Populated place in Somerset County, New Jersey, US

Franklin Park is an unincorporated community and census-designated place (CDP) located within Franklin Township, in Somerset County, in the U.S. state of New Jersey. As of the 2020 census, Franklin Park had a population of 13,430. Route 27 (historically known as Old Road/King's Highway and once part of the Lincoln Highway system) bisects the village and serves as the dividing line between the two counties. The adjacent sections of South Brunswick and North Brunswick, Middlesex County on the east side of Route 27 are also known as Franklin Park, but are not included within the CDP's boundaries.

The area is served as United States Postal Service ZIP Code 08823.
==History==
The original name for Franklin Park was "Six Mile Run", which was named for the tributary of the Millstone River that flows through the area and first came to importance about 1710.

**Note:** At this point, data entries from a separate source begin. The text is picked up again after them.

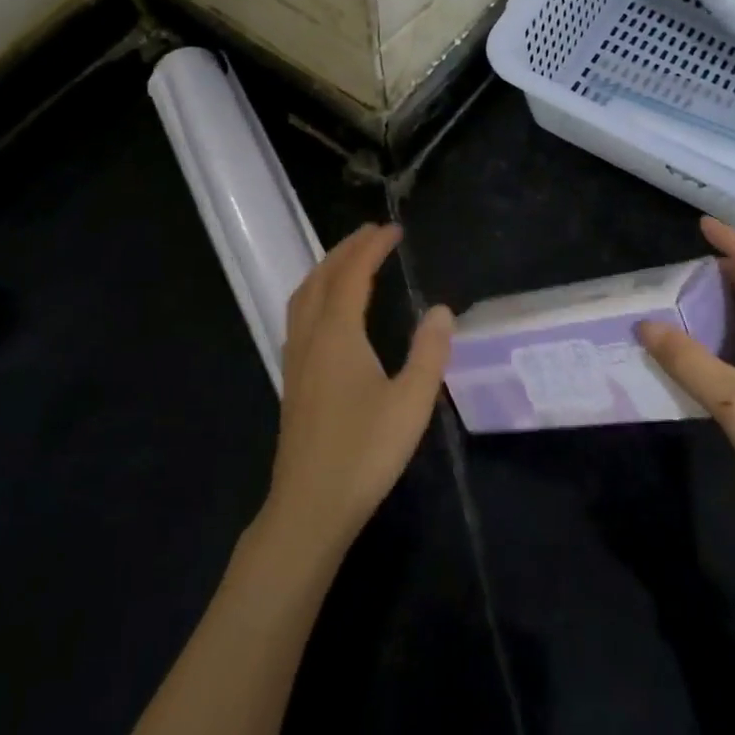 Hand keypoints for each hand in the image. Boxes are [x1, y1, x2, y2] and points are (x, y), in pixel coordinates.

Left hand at [263, 224, 452, 558]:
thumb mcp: (411, 402)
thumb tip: (441, 310)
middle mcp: (310, 338)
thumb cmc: (365, 452)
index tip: (394, 229)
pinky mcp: (293, 380)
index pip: (353, 274)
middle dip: (346, 249)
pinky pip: (299, 316)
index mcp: (337, 335)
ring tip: (349, 259)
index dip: (372, 247)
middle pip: (322, 278)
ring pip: (303, 296)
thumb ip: (429, 352)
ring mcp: (296, 359)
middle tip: (373, 233)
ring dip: (326, 269)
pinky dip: (315, 294)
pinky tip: (328, 311)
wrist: (310, 506)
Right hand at [638, 217, 734, 573]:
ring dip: (731, 302)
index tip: (702, 224)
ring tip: (692, 298)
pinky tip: (710, 344)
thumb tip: (646, 325)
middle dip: (729, 270)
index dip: (734, 242)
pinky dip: (734, 331)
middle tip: (688, 266)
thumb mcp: (732, 400)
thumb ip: (687, 361) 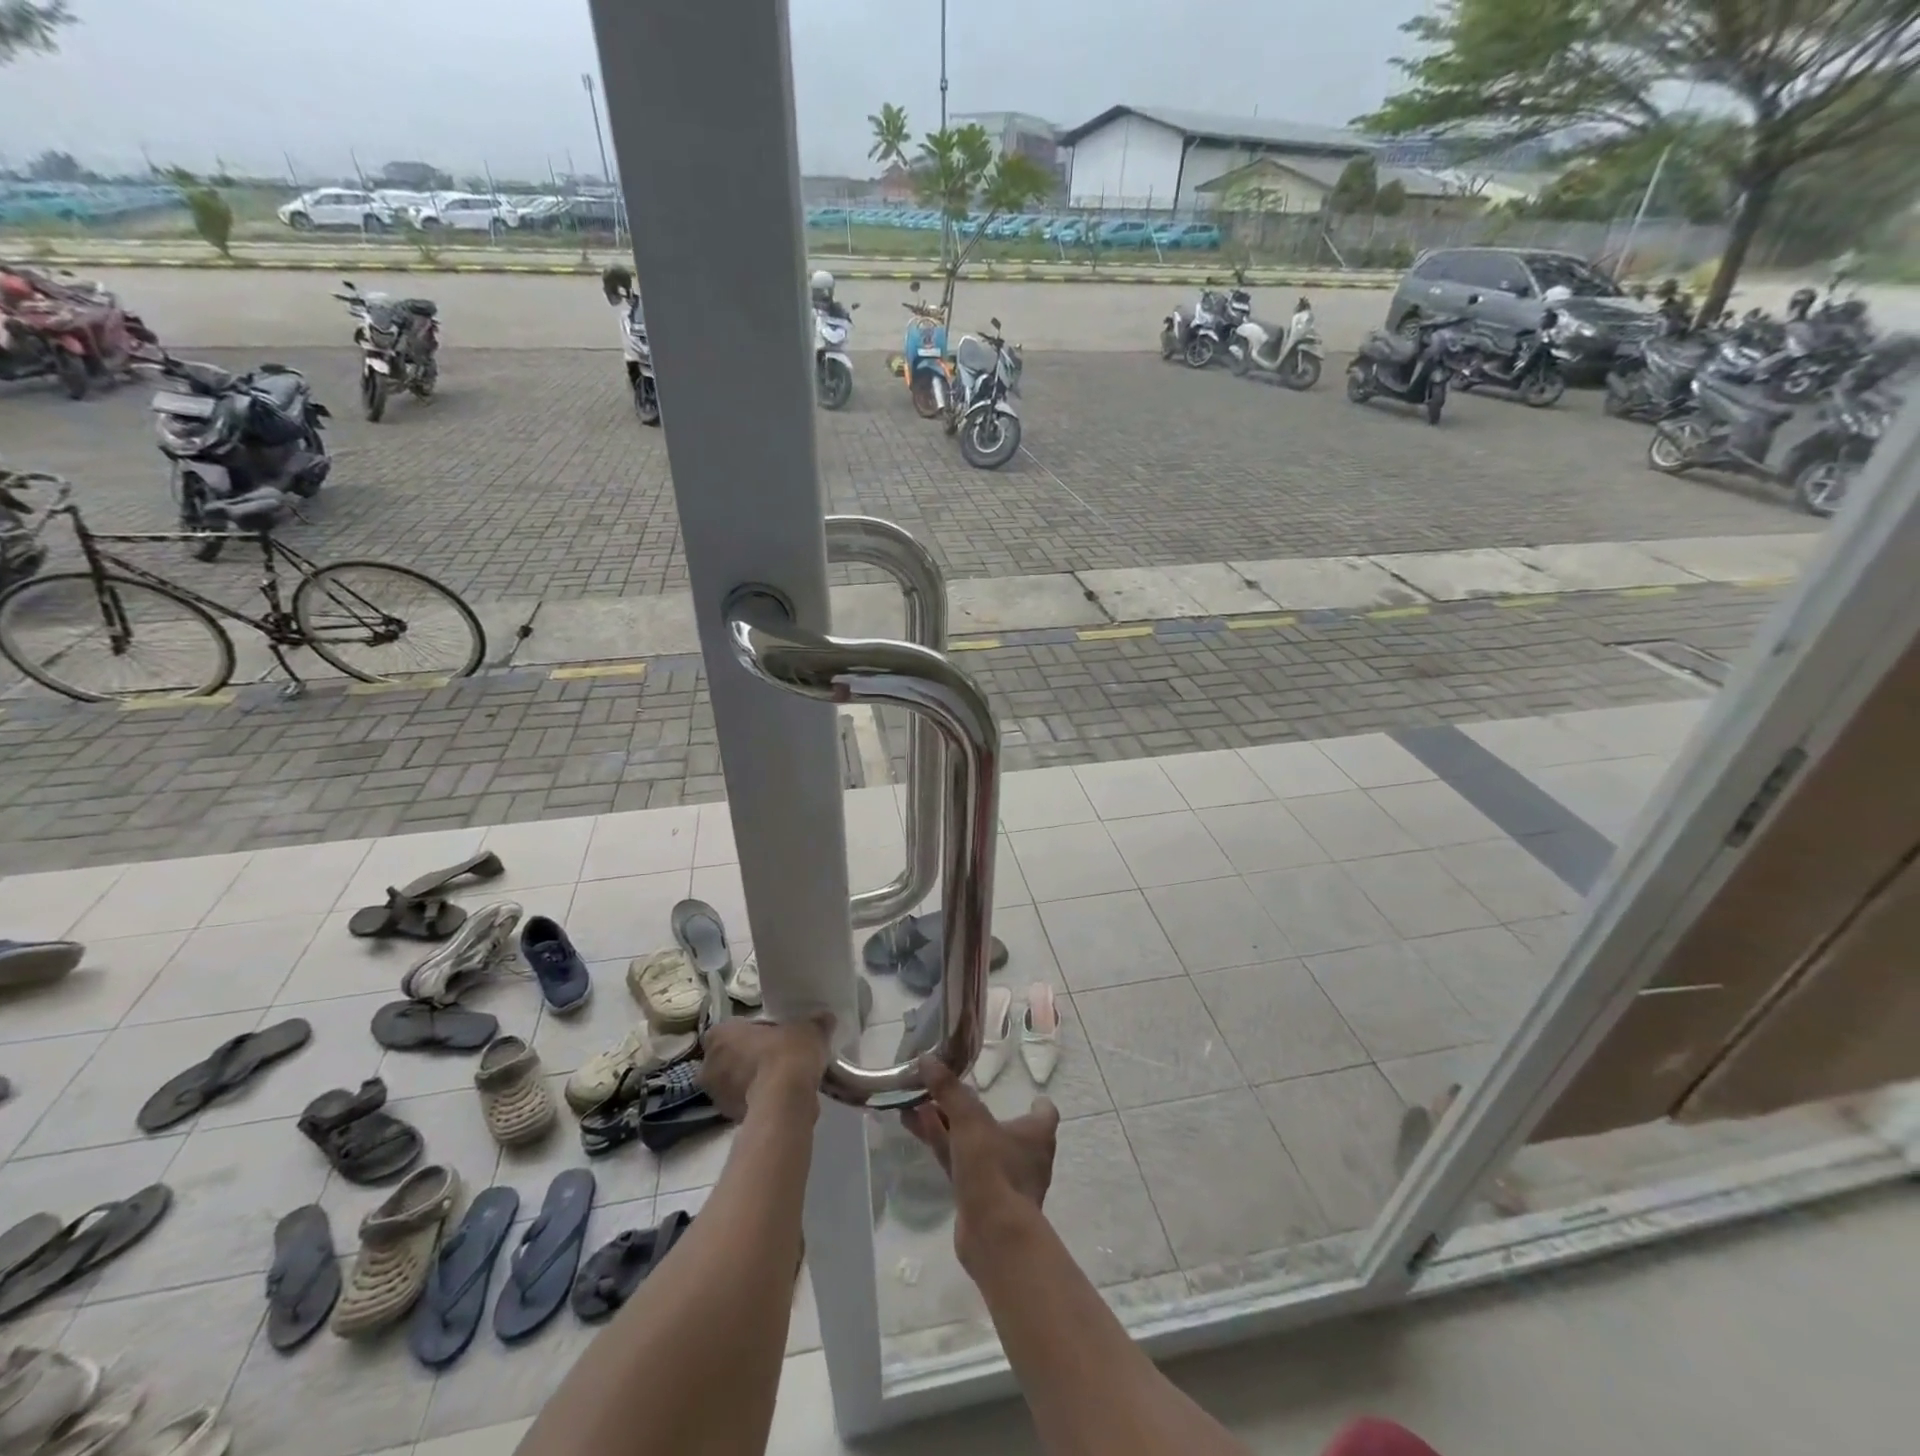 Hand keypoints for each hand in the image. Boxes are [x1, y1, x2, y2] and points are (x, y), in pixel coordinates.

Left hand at [699, 1015, 833, 1121]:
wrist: (785, 1102)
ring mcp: (717, 1097)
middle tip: (777, 1056)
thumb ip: (815, 1023)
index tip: (772, 1035)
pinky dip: (760, 1100)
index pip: (729, 1029)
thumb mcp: (809, 1029)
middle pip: (729, 1057)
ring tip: (784, 1079)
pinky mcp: (730, 1120)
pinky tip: (783, 1097)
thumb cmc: (787, 1054)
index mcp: (719, 1036)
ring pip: (735, 1082)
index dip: (750, 1032)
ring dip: (753, 1081)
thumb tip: (824, 1019)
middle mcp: (709, 1066)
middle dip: (748, 1058)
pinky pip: (746, 1103)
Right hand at [903, 1054, 1058, 1266]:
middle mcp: (1023, 1155)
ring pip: (971, 1143)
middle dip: (969, 1108)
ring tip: (917, 1103)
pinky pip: (957, 1161)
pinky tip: (916, 1127)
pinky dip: (940, 1143)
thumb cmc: (994, 1169)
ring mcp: (1001, 1179)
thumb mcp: (970, 1121)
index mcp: (1036, 1134)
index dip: (1036, 1104)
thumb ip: (949, 1090)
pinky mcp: (979, 1197)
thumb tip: (927, 1058)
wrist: (994, 1236)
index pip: (1044, 1113)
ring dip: (946, 1123)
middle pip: (998, 1125)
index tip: (1026, 1094)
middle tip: (944, 1089) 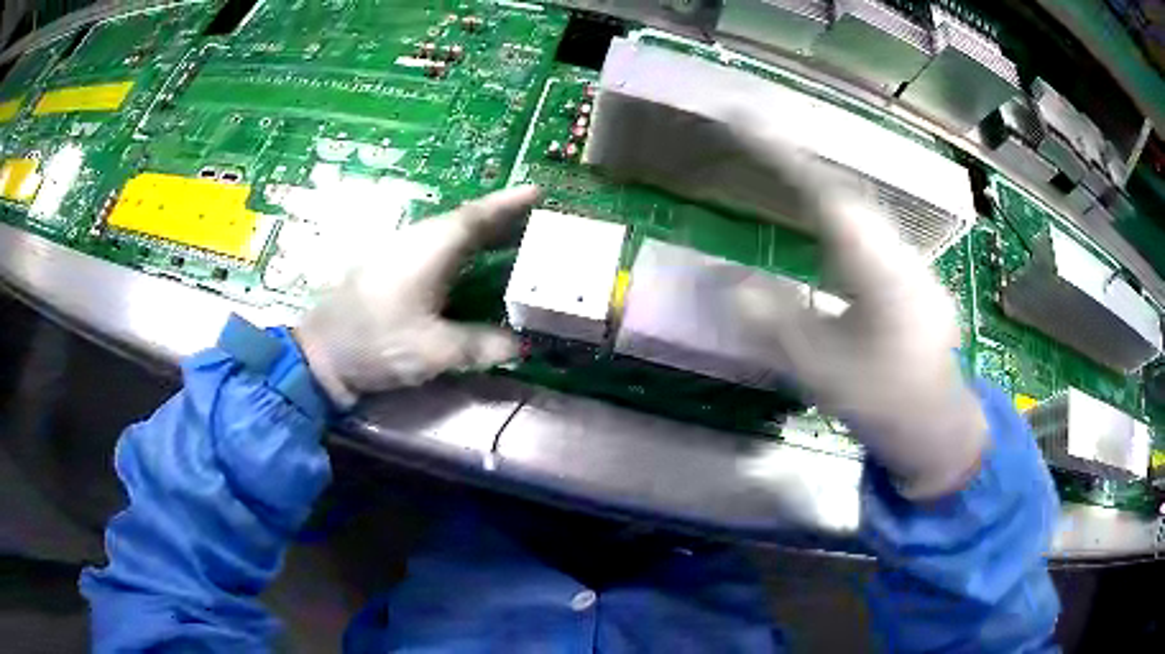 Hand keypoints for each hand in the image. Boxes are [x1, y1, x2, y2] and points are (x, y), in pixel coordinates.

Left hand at [296, 186, 539, 407]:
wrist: (321, 353)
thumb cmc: (376, 342)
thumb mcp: (433, 350)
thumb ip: (481, 345)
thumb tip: (522, 346)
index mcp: (430, 249)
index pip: (477, 217)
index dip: (509, 204)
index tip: (537, 191)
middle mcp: (417, 241)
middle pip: (467, 221)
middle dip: (503, 218)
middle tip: (538, 221)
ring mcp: (400, 253)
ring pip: (450, 234)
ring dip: (483, 234)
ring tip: (514, 240)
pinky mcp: (390, 269)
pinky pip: (437, 249)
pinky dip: (463, 251)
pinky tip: (472, 266)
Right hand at [732, 126, 987, 499]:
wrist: (939, 427)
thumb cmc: (883, 401)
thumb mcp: (821, 369)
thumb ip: (774, 323)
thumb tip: (728, 284)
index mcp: (878, 269)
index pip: (826, 194)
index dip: (783, 155)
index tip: (743, 121)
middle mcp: (899, 252)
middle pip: (847, 191)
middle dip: (800, 163)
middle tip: (757, 140)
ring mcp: (912, 262)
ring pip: (863, 208)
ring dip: (822, 186)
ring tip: (784, 170)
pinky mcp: (915, 276)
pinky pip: (873, 229)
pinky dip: (843, 214)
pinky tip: (828, 226)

In that year a congregation of the Six Mile Run Reformed Church was formed making it the oldest congregation in Franklin Township and remains an important part of the community. The first building was replaced by a new building in 1766 and was later replaced in 1817 by a third structure on the same site. The current building replaced the 1817 church that was destroyed by fire in 1879. The Frelinghuysen Memorial Chapel was added in 1907 and the Fellowship Hall was dedicated in 1958.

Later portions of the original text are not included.